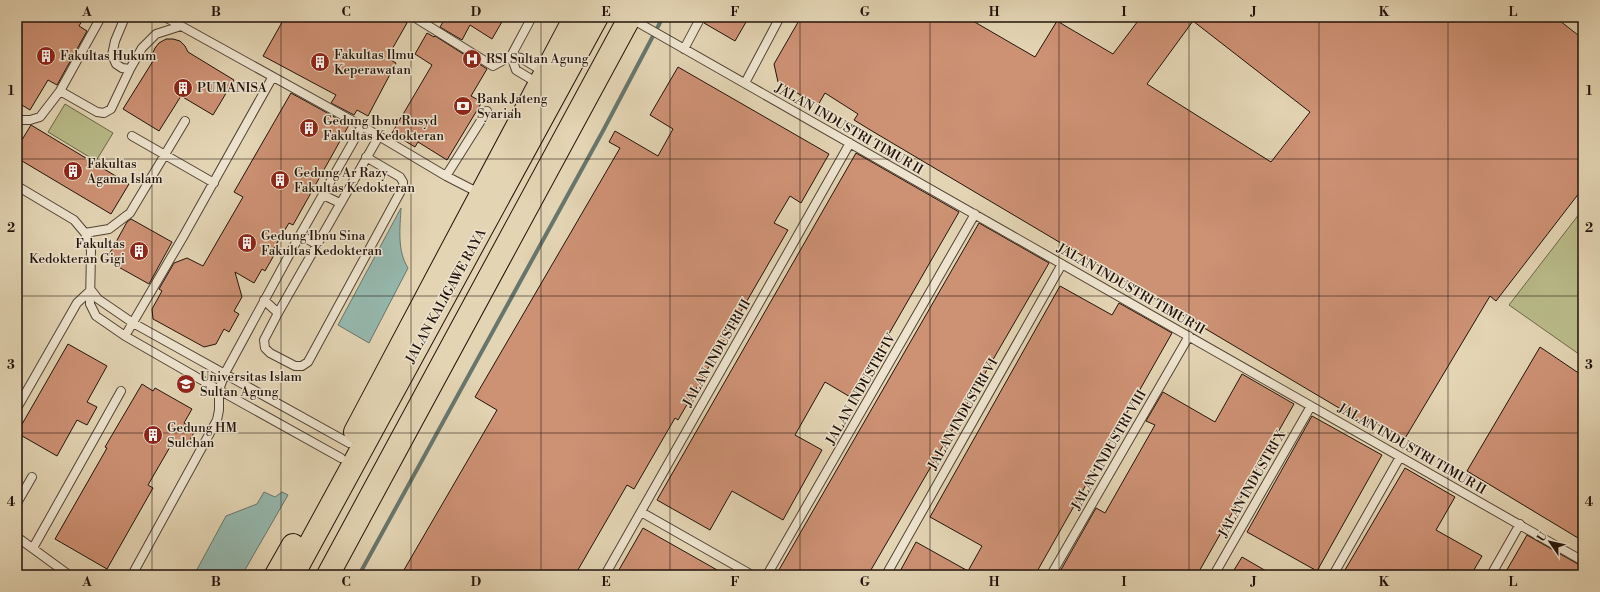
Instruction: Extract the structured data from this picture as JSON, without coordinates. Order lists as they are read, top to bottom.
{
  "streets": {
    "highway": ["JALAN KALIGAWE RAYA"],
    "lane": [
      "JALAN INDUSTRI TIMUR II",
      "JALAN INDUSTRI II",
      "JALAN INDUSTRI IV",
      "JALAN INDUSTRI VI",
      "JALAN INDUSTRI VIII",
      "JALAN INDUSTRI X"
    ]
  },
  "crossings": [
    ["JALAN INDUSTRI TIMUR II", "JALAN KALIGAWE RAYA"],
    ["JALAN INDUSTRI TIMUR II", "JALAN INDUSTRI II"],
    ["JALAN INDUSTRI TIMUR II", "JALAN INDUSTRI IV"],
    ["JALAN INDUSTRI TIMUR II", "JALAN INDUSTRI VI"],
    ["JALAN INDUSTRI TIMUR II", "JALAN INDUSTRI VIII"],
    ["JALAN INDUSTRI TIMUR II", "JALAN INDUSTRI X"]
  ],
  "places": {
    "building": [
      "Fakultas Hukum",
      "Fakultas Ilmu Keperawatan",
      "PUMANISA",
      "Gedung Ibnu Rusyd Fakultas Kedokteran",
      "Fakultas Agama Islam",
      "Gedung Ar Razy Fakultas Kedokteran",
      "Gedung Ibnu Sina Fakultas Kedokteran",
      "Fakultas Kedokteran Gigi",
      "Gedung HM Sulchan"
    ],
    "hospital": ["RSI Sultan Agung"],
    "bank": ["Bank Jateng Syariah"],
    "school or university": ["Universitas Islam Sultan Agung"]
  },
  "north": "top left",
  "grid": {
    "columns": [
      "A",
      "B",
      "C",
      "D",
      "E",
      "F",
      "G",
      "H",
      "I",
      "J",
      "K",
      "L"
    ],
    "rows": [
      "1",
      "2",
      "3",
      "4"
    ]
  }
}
* * *
How to complete this task:
Write out the records in full and exactly, omitting the pictures they hold.

Response area:
Instruction: Extract the structured data from this picture as JSON, without coordinates. Order lists as they are read, top to bottom.
{
  "streets": {
    "highway": ["JALAN KALIGAWE RAYA"],
    "lane": [
      "JALAN INDUSTRI TIMUR II",
      "JALAN INDUSTRI II",
      "JALAN INDUSTRI IV",
      "JALAN INDUSTRI VI",
      "JALAN INDUSTRI VIII",
      "JALAN INDUSTRI X"
    ]
  },
  "crossings": [
    ["JALAN INDUSTRI TIMUR II", "JALAN KALIGAWE RAYA"],
    ["JALAN INDUSTRI TIMUR II", "JALAN INDUSTRI II"],
    ["JALAN INDUSTRI TIMUR II", "JALAN INDUSTRI IV"],
    ["JALAN INDUSTRI TIMUR II", "JALAN INDUSTRI VI"],
    ["JALAN INDUSTRI TIMUR II", "JALAN INDUSTRI VIII"],
    ["JALAN INDUSTRI TIMUR II", "JALAN INDUSTRI X"]
  ],
  "places": {
    "building": [
      "Fakultas Hukum",
      "Fakultas Ilmu Keperawatan",
      "PUMANISA",
      "Gedung Ibnu Rusyd Fakultas Kedokteran",
      "Fakultas Agama Islam",
      "Gedung Ar Razy Fakultas Kedokteran",
      "Gedung Ibnu Sina Fakultas Kedokteran",
      "Fakultas Kedokteran Gigi",
      "Gedung HM Sulchan"
    ],
    "hospital": ["RSI Sultan Agung"],
    "bank": ["Bank Jateng Syariah"],
    "school or university": ["Universitas Islam Sultan Agung"]
  },
  "north": "top left",
  "grid": {
    "columns": [
      "A",
      "B",
      "C",
      "D",
      "E",
      "F",
      "G",
      "H",
      "I",
      "J",
      "K",
      "L"
    ],
    "rows": [
      "1",
      "2",
      "3",
      "4"
    ]
  }
}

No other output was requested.